The share of people coming to Sin City primarily to gamble fell three points from 2013, although the figure was three points higher than 2010’s 9%. Of the 41.1m visitors that Vegas welcomed last year, around 71% placed at least one bet during their say, about the same as in 2013. But that figure was down from 80% in 2010.
Among those who gambled during their stay, the average gambling budget was $530, virtually unchanged from 2013 but up around 16% from 2010. Gamblers spent an average of 2.6 hours per day testing their luck, down 0.3 hours from 2013.
The average Vegas visitor spent $282 on food and drink, virtually unchanged from 2013 but up nearly 10% from 2010. The average shopping budget was $150, up 6% from 2013 and 22% more than in 2010. Spending on shows was up nearly 24% from 2013 but down 3.5% from 2010.
First-time visitors to Vegas hit 19% in 2014, up from 15% the previous year. Only 4% of these first-time visitors came primarily to gamble, compared to 14% among repeat visitors. Around one-quarter (24%) said they were “more likely” to visit Vegas despite increased gambling options closer to home, the same as 2013 but down from 35% in 2010.

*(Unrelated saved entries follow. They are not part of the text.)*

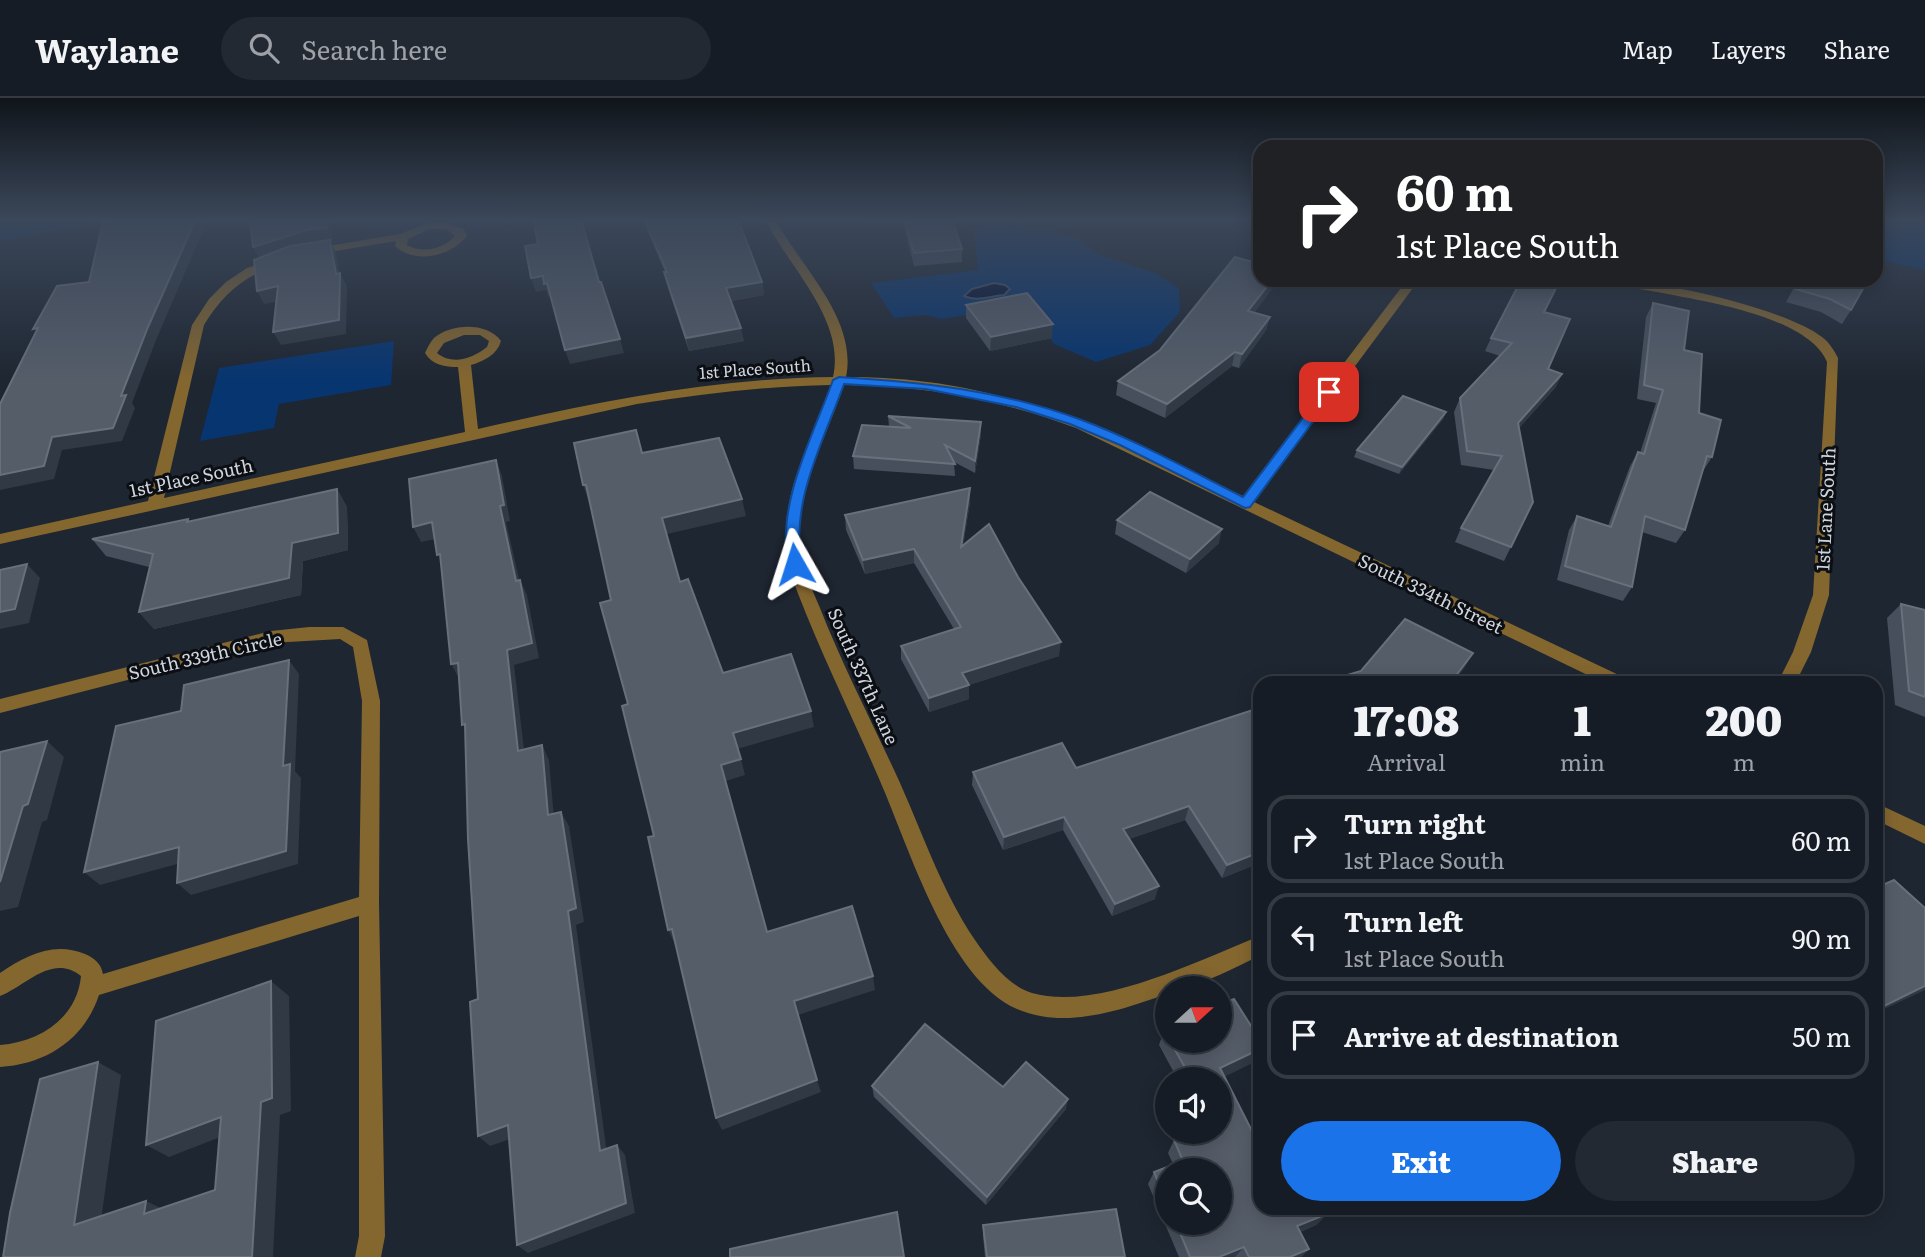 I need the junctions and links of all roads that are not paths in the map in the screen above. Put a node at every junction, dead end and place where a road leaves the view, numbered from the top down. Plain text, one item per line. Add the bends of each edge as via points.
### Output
1 (246, 273) edge
2 (802, 273) edge
3 (1408, 287) edge
4 (1646, 287) edge
5 (464, 363) dead end
6 (839, 380) junction
7 (472, 435) junction
8 (1245, 504) junction
9 (155, 505) junction
10 (0, 539) edge
11 (1604, 676) edge
12 (1790, 676) edge
13 (0, 706) edge
14 (1883, 815) edge
15 (1925, 836) edge
16 (369, 903) junction
17 (1253, 949) edge
18 (0, 986) edge
19 (93, 988) junction
20 (0, 1056) edge
21 (368, 1257) edge

1 - 9 street via 232,280 212,301 198,326
2 - 6 street, South 337th Lane via 834,328 842,355
3 - 8 street
4 - 12 street, 1st Lane South via 1793,326 1830,352 1821,595
5 - 7 street
6 - 7 street, 1st Place South via 720,386
6 - 8 street, 1st Place South via 926,385 1019,404 1124,442
6 - 17 street, South 337th Lane via 800,487 791,543 795,564 922,855 956,927 982,967 1007,991 1032,1004 1063,1008 1125,997
7 - 9 street, 1st Place South
8 - 11 street, South 334th Street
9 - 10 street, 1st Place South
13 - 16 street, South 339th Circle via 271,637 343,633 361,644 371,701
14 - 15 street
16 - 19 street
16 - 21 street, South 339th Circle via 372,1236
18 - 19 street via 21,970 66,957 82,961 92,971
19 - 20 street via 71,1026 25,1054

The average Vegas visitor was 45 years old, down from 49 years old in 2010. The number of visitors between the ages of 21 and 29 rose from 10% in 2010 to 17% last year, while the percentage of retirees fell from 27% to 20% over the same span. Ron Dondero, VP of the CVA’s marketing arm R&R Partners, told the Associated Press that 2014’s number of twenty-something visitors was likely the largest it’s ever been.
This downward skewing age demo may suit Vegas’ growing reputation as a pool-party and club-going mecca, but the trend spells trouble for regional casinos that lack Vegas’ non-gaming amenities. Moody’s analyst Keith Foley issued an investors note this week that said younger consumers were “less enthused” about making the trip to local casinos just to gamble.

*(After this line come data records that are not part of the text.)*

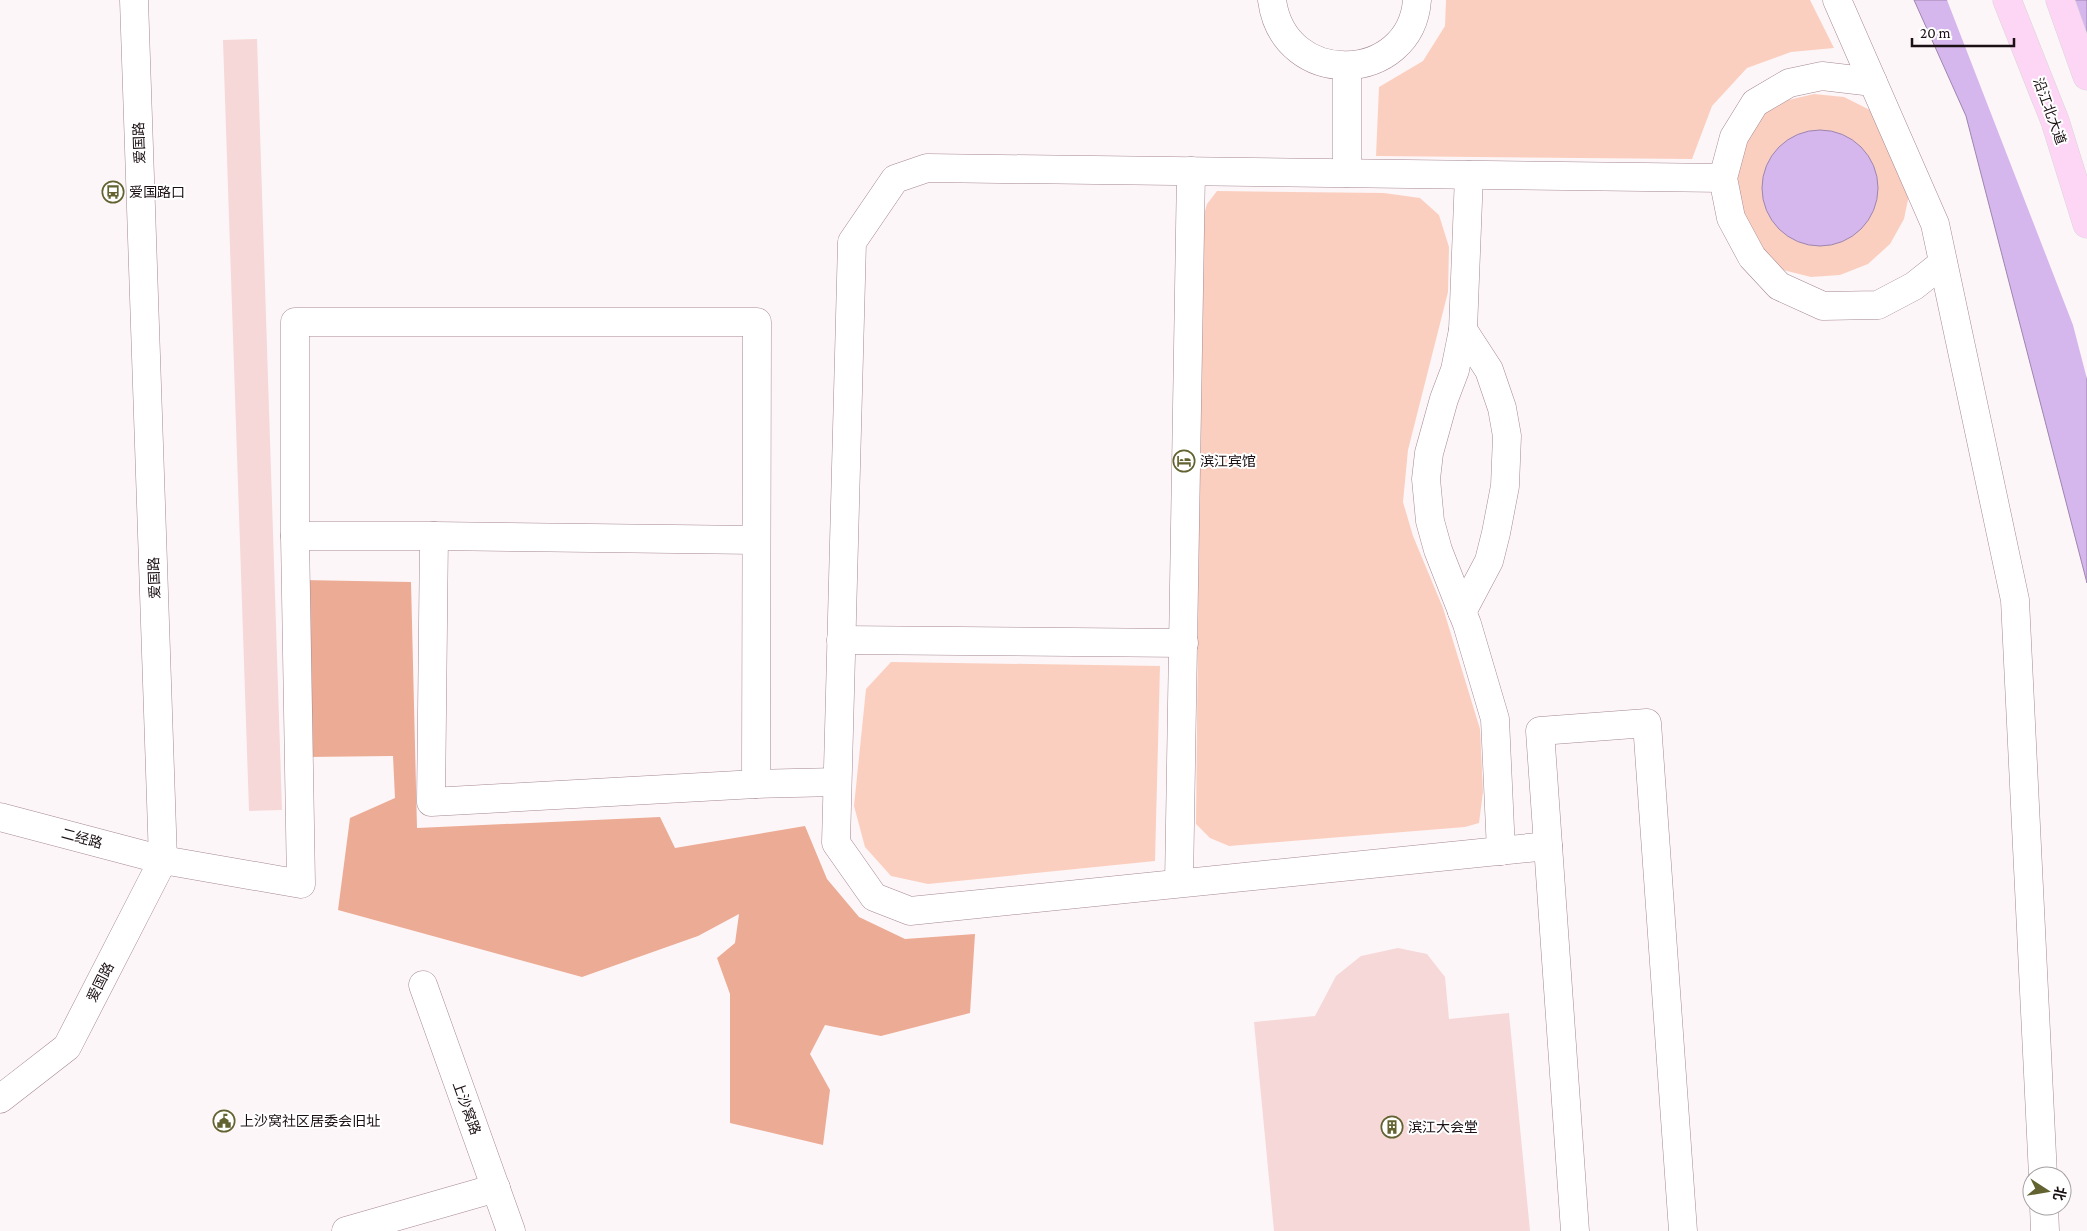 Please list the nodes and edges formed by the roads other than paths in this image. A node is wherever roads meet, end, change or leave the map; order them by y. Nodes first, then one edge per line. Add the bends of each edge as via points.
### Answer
1 (134, 0) edge
2 (1272, 0) edge
3 (1417, 0) edge
4 (1837, 0) edge
5 (2007, 0) edge
6 (2060, 0) edge
7 (1347, 67) junction
8 (2087, 76) edge
9 (1872, 82) junction
10 (1191, 171) junction
11 (1347, 173) junction
12 (1469, 175) junction
13 (1723, 178) junction
14 (2087, 224) edge
15 (1943, 264) junction
16 (1464, 330) junction
17 (295, 536) junction
18 (434, 536) junction
19 (756, 540) junction
20 (1462, 612) junction
21 (841, 640) junction
22 (1184, 643) junction
23 (837, 782) junction
24 (756, 784) junction
25 (0, 817) edge
26 (1548, 846) junction
27 (1501, 851) junction
28 (163, 860) junction
29 (1179, 883) junction
30 (423, 985) dead end
31 (0, 1099) edge
32 (2043, 1166) edge
33 (496, 1188) junction
34 (2044, 1216) edge
35 (346, 1231) edge
36 (511, 1231) edge
37 (1575, 1231) edge
38 (1682, 1231) edge
39 (2045, 1231) edge

1 - 28 street, 爱国路
2 - 7 street via 1274,15 1284,36 1302,54 1323,64
3 - 7 street via 1406,32 1391,50 1370,62
4 - 9 street
5 - 14 main road, 沿江北大道 via 2055,120
6 - 8 main road
7 - 11 street
9 - 13 street via 1822,76 1789,83 1756,103 1734,137
9 - 15 street via 1935,224
10 - 11 street
10 - 21 street via 927,168 895,179 852,242
10 - 22 street
11 - 12 street
12 - 13 street
12 - 16 street
13 - 15 street via 1731,218 1752,257 1779,286 1823,306 1878,305 1914,286
15 - 32 street via 2015,600
16 - 20 street via 1455,370 1436,426 1426,479 1430,521
16 - 20 street via 1489,370 1502,408 1506,436 1505,486 1496,533 1489,561
17 - 18 street
17 - 19 street via 295,322 757,322
17 - 28 street, 二经路 via 301,884
18 - 19 street
18 - 24 street via 431,802
19 - 24 street
20 - 27 street via 1494,719
21 - 22 street
21 - 23 street
22 - 29 street
23 - 24 street
23 - 29 street via 836,843 874,897 910,910
25 - 28 street, 二经路
26 - 27 street
26 - 37 street
26 - 38 street via 1540,731 1647,724
27 - 29 street
28 - 31 street, 爱国路 via 67,1047
30 - 33 street, 上沙窝路
33 - 35 street
33 - 36 street, 上沙窝路
34 - 39 street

Foley said regional casinos generate between 65% and 85% of their revenue from slots and table games, whereas some Vegas casinos can derive as much as 60% of revenue from non-gaming amenities. Older generations used to parking themselves in front of slot machines for hours at a stretch are being replaced by a younger generation “shaped by technology that can get its entertainment satisfaction in ways that older generations couldn’t.”